I'm trying to deal with things and stay calm, but I can't. I've had several people now telling me that I wasn't in control when I did the things I did, that I need to forget the past and not blame myself for it. But people keep bringing it up. I've tried explaining, but they just look at it too simply. They're having a [BEEP] time and they didn't do what I did, and so I could have been in control and I'm responsible. So you don't have what I have, never had a mood swing the way I have, never been paranoid like me to the point of...well, definatley paranoia...and I'm in control? Pis off. Don't tell me I could have worked out the difference between my paranoia and reality. You have no. Fucking. Idea.

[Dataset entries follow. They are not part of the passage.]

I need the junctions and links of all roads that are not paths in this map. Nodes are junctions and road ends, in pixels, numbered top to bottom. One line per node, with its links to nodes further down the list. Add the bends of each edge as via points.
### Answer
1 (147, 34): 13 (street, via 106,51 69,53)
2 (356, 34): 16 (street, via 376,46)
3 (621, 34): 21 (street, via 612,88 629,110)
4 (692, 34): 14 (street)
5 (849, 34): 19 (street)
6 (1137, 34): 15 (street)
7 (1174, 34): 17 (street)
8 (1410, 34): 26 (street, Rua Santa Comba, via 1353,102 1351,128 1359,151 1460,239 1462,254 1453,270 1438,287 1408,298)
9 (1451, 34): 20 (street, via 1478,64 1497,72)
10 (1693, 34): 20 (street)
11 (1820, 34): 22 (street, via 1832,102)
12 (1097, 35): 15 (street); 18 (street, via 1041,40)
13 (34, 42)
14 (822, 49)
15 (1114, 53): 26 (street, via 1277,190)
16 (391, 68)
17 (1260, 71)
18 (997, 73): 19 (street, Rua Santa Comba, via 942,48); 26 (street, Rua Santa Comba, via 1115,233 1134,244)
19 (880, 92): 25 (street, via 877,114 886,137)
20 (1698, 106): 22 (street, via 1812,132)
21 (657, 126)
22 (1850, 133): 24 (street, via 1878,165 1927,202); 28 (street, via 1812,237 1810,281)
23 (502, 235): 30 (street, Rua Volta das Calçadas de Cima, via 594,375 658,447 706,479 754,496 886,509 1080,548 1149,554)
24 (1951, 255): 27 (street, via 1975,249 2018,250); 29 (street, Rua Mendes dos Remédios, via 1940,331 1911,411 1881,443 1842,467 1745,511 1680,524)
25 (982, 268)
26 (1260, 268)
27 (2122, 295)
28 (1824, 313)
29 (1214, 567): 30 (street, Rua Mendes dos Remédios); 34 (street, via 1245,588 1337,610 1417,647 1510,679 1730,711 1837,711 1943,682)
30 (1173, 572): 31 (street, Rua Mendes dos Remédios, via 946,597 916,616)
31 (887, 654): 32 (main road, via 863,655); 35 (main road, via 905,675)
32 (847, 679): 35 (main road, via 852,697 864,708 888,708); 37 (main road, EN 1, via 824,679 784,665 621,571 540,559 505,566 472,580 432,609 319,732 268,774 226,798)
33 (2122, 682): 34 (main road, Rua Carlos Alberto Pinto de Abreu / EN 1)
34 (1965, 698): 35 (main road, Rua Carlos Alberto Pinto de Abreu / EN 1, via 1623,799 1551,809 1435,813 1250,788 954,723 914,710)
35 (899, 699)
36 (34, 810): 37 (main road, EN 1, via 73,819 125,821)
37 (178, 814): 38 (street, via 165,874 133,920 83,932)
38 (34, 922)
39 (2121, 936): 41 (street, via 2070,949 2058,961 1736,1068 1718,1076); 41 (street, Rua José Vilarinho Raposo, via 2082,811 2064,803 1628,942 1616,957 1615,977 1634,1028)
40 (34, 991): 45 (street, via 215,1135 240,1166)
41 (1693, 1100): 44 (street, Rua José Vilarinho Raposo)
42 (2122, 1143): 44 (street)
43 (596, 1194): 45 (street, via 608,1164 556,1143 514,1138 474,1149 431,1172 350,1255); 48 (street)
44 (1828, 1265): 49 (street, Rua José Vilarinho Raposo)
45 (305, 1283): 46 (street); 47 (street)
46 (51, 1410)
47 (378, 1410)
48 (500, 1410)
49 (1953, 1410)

You're not the one who got signed off sick in January. No, you chose to leave because you having a [BEEP] time and the social rules were different or something, not because you swallowed a whole load of your propranolol pills, attempted to leave home, and was seen by a doctor from the crisis team who debated whether he needed to hospitalize you or not, and then who decides you're to unstable to be back at school, which, BTW, you acting as if I didn't exist contributed to (Not the full reason, but a contribution to) and you're saying that's okay because I was "throwing it all back in your face" and you "tried to help". And you've never said anything mean to me? What was it, "I'm having a [BEEP] time right now, but apparently you have it far worse?". What was up with that? Maybe I do have it worse than you. But heck, I'd never think to say that to anyone. I don't even think I have it the worst out of everyone I know. How dare you suggest that you do!!!
Man, I really need to get with it and tell this person to stay the hell away from me, and pis off out of my life. This is only gonna turn nasty again. I don't know why I'm even bothering. I need to stop talking to her, I need to stop replying.